We’ve been working with the Babel team as we started making use of it and we’re confident that it will be the right tool to use with React.
Other Deprecations
esprima-fb
As a result of no longer maintaining JSTransform, we no longer have a need to maintain our Esprima fork (esprima-fb). The upstream Esprima and other esprima-based forks, like Espree, have been doing an excellent job of supporting new language features recently. If you have a need of an esprima-based parser, we encourage you to look into using one of those.

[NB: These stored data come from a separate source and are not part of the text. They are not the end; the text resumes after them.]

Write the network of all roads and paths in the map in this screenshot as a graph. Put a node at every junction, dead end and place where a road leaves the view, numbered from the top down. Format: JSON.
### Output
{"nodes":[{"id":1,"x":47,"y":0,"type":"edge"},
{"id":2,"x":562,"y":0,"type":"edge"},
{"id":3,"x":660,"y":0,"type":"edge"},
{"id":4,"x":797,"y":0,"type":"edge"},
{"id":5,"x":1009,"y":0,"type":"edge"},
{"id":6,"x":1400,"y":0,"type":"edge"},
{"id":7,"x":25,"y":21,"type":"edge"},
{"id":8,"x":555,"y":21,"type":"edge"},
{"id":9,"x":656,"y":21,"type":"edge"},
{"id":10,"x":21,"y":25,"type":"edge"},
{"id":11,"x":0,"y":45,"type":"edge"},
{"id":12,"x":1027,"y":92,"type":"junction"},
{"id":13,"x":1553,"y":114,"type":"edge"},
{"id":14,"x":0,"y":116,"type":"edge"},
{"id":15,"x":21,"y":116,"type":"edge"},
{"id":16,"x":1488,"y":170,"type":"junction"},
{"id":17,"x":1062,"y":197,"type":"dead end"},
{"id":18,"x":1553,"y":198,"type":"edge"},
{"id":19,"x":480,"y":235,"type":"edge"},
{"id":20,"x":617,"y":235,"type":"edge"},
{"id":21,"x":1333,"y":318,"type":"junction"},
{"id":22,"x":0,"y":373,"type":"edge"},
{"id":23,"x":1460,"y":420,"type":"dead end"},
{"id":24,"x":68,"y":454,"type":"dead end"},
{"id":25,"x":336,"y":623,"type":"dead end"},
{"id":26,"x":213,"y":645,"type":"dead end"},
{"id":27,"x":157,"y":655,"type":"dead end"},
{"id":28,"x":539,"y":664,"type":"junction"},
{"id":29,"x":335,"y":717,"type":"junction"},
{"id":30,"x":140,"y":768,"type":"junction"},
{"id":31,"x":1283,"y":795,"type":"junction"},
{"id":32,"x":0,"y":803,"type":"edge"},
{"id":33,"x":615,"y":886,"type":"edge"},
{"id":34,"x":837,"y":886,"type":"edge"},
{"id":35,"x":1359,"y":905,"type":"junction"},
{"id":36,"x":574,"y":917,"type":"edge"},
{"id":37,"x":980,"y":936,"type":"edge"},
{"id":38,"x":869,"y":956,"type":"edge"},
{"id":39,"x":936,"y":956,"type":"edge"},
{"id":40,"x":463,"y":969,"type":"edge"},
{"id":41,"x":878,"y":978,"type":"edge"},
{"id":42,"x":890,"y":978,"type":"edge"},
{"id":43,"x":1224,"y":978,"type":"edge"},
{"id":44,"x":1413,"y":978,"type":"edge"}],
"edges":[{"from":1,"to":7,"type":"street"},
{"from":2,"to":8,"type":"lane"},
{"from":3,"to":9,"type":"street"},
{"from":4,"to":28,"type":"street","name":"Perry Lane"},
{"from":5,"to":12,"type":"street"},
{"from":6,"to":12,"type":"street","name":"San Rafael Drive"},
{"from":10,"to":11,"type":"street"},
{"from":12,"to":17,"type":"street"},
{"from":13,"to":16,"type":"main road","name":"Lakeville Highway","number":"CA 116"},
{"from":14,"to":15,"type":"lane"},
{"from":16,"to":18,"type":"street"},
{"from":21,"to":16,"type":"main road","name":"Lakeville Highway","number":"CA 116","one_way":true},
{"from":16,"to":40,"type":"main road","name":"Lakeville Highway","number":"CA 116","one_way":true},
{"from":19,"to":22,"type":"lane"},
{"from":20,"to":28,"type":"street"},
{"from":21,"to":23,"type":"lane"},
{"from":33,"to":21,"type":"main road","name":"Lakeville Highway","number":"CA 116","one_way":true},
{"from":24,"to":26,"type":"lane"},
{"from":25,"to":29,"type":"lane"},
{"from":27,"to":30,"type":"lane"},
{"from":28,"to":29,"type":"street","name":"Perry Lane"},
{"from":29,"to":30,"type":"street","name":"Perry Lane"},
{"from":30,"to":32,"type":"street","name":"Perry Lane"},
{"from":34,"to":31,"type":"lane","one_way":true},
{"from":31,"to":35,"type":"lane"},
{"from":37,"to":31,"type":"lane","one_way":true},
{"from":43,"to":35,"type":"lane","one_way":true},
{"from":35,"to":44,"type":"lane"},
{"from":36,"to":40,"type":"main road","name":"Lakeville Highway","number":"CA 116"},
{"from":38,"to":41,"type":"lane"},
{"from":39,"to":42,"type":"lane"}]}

Alternatively, if you need to parse JSX, take a look at acorn parser in combination with acorn-jsx plugin which is used inside of Babel and thus always supports the latest syntax.
JSXTransformer
JSXTransformer is another tool we built specifically for consuming JSX in the browser. It was always intended as a quick way to prototype code before setting up a build process. It would look for <script>
tags with type="text/jsx"
and then transform and run. This ran the same code that react-tools ran on the server. Babel ships with a nearly identical tool, which has already been integrated into JS Bin.
We’ll be deprecating JSXTransformer, however the current version will still be available from various CDNs and Bower.